Hacker News new | past | comments | ask | show | jobs | submit login
How to put machine learning models into production (stackoverflow.blog)
119 points by Aaronmacaron 5 days ago | hide | past | favorite | 34 comments





Too many people focus on "properly" putting ML into production...

I'd like to propose an alternative... Build a model (once) on your dev machine. Copy it to S3. Do CPU inference in some microservice. Get the production system to query your microservice, and if it doesn't reply in some (very short) timeout, fallback to whatever behaviour your company was using before ML came along.

If the results of yor ML can be saved (eg. a per-customer score), save the output values for each customer and don't even run the ML realtime at all!

Don't handle retraining the model. Don't bother with high reliability or failover. Don't page anyone if it breaks.

By doing this, you get rid of 80% of the effort required to deploy an ML system, yet still get 80% of the gains. Sure, retraining the model hourly might be optimal, but for most businesses the gains simply don't pay for the complexity and ongoing maintenance.

Insider knowledge says some very big companies deploy the above strategy very successfully...


You only get 80% of the gains if your data distribution is stationary and/or you can construct a non-ML solution with near 80% of the ML one. If a non-ML solution is that close to non-ML then I would just stick with that - the advantages in terms of predictability and ease of maintenance would likely outweigh small performance gains.

A model that can't be continuously trained inevitably rots due to data, interface or environment changes (and the code is typically very difficult to maintain across team members - if the author leaves it's often a ticking time bomb). If you're OK with the model rotting then it wasn't that important to your business to begin with. This is not true for all businesses.


Yeah, there was a multiple dev long effort to build "complete" solution but I did what you described to satisfy impatient stakeholders. Since then the fancy solution is incomplete and mothballed while the simple deployment has been running ever since.

The next value add was consolidating data in a db with web ui so relevant non-devs can view and help add to it + easily integrate different data sources with automatic validation. I wish their was a nice open source thing here you could spin up without much effort. There's middle ground between complex/paid full solution that can scale to huge data sets and integrate with turking etc and emailing csvs or sharing google sheets links around.


Agreed! It seems like there's a lot of power in having "one to beat". As in, let's get some model up before we worry about one that needs daily updates.

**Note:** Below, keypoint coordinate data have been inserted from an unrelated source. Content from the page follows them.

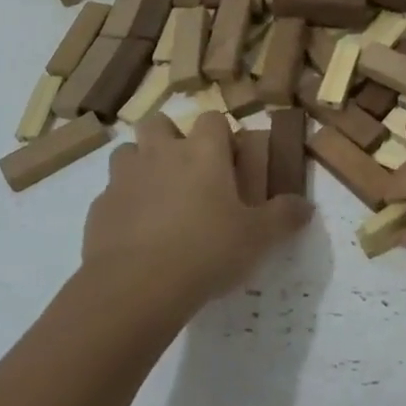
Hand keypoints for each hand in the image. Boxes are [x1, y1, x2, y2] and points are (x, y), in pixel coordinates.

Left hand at [82, 112, 312, 320]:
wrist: (137, 287)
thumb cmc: (207, 251)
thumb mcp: (259, 238)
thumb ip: (284, 217)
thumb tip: (307, 206)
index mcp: (202, 152)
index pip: (212, 119)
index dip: (220, 134)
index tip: (229, 160)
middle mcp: (161, 154)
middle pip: (158, 123)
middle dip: (170, 138)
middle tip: (186, 171)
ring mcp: (124, 178)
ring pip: (128, 152)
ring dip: (141, 165)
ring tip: (157, 197)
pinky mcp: (99, 207)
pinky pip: (111, 193)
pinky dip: (123, 204)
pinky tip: (135, 232)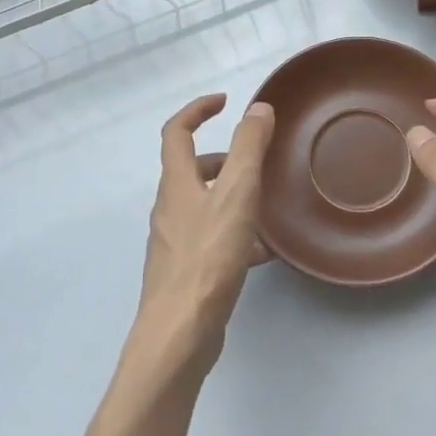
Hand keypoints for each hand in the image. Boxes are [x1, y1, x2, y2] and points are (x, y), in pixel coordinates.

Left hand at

Overall, a well written article.

If you're interested in ML Ops, I have a shameless plug to share: on November 19th I host a free online panel, "Rage Against the Machine Learning", with industry experts. [0]

[0]: https://cotacapital.zoom.us/webinar/register/8116020076218/W...


Thanks for the share. Will check it out.

Registered! BTW, awesome panel title.

I'm so glad you like it! Sometimes you're not sure whether people will get from your words the sense that you had in mind :)

There's a great paper from Google about this "Machine Learning: The High Interest Credit Card of Technical Debt" [0] which discusses why you should use a framework to deploy ML models (the authors are involved in developing TFX).

In my experience, spending time explaining results to the business is also a very time consuming element of deploying a model too.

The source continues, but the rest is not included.